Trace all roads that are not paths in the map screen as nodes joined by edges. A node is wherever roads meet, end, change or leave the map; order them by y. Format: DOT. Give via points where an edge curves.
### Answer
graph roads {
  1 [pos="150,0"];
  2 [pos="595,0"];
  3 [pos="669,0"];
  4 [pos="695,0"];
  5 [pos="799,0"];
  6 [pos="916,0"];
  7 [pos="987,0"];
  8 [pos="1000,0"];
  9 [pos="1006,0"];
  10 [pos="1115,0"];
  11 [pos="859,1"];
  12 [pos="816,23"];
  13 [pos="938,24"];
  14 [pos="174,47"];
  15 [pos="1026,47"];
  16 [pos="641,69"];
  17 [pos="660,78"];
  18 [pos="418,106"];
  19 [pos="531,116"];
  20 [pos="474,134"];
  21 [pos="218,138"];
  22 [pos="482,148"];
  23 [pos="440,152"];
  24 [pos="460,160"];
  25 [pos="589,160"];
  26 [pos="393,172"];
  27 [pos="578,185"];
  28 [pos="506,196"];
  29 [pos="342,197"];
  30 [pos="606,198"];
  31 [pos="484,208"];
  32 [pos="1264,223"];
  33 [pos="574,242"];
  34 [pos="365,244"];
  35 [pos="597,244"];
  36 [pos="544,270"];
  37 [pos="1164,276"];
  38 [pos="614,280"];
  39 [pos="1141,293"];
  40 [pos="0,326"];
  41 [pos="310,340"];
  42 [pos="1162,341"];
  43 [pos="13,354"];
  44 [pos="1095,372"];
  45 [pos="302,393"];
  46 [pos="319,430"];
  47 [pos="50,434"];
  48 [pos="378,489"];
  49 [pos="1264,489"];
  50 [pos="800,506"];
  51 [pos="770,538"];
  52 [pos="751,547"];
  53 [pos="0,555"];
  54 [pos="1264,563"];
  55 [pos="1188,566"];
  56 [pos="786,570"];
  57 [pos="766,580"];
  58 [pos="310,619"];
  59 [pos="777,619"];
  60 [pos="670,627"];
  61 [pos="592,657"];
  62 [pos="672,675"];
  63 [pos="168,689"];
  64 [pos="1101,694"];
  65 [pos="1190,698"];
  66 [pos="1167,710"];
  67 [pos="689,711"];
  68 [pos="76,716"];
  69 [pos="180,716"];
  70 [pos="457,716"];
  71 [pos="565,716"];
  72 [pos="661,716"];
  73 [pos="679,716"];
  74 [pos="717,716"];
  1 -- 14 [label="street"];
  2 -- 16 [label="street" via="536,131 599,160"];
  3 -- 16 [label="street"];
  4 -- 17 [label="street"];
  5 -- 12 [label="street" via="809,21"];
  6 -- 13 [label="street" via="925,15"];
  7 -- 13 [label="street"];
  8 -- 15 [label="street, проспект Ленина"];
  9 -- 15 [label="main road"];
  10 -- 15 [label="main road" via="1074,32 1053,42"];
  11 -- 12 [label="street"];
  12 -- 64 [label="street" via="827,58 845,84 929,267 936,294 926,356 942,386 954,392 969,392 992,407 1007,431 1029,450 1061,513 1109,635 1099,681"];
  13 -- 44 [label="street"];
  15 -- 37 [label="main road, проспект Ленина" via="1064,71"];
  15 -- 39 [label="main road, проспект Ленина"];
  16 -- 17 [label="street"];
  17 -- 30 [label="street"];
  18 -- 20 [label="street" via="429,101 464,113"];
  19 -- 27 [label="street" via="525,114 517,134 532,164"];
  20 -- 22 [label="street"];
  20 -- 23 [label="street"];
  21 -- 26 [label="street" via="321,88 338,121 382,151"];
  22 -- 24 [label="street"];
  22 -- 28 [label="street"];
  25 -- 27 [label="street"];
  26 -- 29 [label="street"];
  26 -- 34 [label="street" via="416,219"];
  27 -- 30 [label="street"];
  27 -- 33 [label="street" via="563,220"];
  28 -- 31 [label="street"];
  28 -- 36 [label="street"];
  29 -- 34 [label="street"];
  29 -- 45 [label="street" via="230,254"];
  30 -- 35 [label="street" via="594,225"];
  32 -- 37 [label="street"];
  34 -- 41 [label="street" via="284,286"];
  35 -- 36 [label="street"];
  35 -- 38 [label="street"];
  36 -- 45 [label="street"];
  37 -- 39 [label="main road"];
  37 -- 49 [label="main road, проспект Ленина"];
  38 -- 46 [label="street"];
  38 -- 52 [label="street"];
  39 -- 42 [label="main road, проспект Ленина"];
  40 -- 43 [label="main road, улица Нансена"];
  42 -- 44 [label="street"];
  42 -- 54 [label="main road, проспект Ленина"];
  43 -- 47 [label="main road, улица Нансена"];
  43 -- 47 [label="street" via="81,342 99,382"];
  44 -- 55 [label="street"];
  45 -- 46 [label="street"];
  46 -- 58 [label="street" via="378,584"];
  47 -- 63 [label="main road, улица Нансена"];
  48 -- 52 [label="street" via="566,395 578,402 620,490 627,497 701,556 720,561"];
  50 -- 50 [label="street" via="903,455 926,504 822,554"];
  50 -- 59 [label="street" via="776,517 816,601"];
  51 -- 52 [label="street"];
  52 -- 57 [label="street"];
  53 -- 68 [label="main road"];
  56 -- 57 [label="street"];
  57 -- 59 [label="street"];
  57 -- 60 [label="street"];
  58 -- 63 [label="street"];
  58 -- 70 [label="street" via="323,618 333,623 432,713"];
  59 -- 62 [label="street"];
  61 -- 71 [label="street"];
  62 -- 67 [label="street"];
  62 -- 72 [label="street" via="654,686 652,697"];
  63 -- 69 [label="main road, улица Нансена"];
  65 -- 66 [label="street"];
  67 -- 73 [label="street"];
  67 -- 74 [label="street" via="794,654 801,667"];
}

________________

The expected output is each line of the records above that includes the word "Нансена".

### EXERCISE OUTPUT:
  40 -- 43 [label="main road, улица Нансена"];
  43 -- 47 [label="main road, улица Нансена"];
  47 -- 63 [label="main road, улица Нансена"];
  63 -- 69 [label="main road, улица Нансена"];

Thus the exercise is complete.